• _Task_
Without changing a single word, restate the entries below.

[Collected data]
====

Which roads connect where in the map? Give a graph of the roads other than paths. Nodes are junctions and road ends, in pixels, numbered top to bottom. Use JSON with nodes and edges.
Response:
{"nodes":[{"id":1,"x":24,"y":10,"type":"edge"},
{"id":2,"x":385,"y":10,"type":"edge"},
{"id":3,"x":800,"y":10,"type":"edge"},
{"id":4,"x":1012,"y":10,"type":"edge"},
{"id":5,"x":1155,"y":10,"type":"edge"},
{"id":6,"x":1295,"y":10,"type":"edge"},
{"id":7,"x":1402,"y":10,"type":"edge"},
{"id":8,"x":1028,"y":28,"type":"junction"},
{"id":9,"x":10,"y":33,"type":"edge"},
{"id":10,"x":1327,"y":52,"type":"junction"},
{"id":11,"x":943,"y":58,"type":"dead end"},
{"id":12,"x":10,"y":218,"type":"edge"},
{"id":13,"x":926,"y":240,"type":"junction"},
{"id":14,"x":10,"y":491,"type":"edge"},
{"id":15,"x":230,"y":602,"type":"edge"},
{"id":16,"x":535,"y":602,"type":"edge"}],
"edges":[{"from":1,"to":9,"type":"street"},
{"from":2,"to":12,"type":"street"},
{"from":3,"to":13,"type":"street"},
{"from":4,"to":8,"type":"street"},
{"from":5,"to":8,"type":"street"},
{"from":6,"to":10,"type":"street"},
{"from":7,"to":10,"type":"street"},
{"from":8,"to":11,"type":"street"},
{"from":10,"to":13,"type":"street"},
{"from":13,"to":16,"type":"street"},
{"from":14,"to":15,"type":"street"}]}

====

• _Solution for this problem_
Which roads connect where in the map? Give a graph of the roads other than paths. Nodes are junctions and road ends, in pixels, numbered top to bottom. Use JSON with nodes and edges.
Response:
{"nodes":[{"id":1,"x":24,"y":10,"type":"edge"},
{"id":2,"x":385,"y":10,"type":"edge"},
{"id":3,"x":800,"y":10,"type":"edge"},
{"id":4,"x":1012,"y":10,"type":"edge"},
{"id":5,"x":1155,"y":10,"type":"edge"},
{"id":6,"x":1295,"y":10,"type":"edge"},
{"id":7,"x":1402,"y":10,"type":"edge"},
{"id":8,"x":1028,"y":28,"type":"junction"},
{"id":9,"x":10,"y":33,"type":"edge"},
{"id":10,"x":1327,"y":52,"type":"junction"},
{"id":11,"x":943,"y":58,"type":"dead end"},
{"id":12,"x":10,"y":218,"type":"edge"},
{"id":13,"x":926,"y":240,"type":"junction"},
{"id":14,"x":10,"y":491,"type":"edge"},
{"id":15,"x":230,"y":602,"type":"edge"},
{"id":16,"x":535,"y":602,"type":"edge"}],
"edges":[{"from":1,"to":9,"type":"street"},
{"from":2,"to":12,"type":"street"},
{"from":3,"to":13,"type":"street"},
{"from":4,"to":8,"type":"street"},
{"from":5,"to":8,"type":"street"},
{"from":6,"to":10,"type":"street"},
{"from":7,"to":10,"type":"street"},
{"from":8,"to":11,"type":"street"},
{"from":10,"to":13,"type":"street"},
{"from":13,"to":16,"type":"street"},
{"from":14,"to":15,"type":"street"}]}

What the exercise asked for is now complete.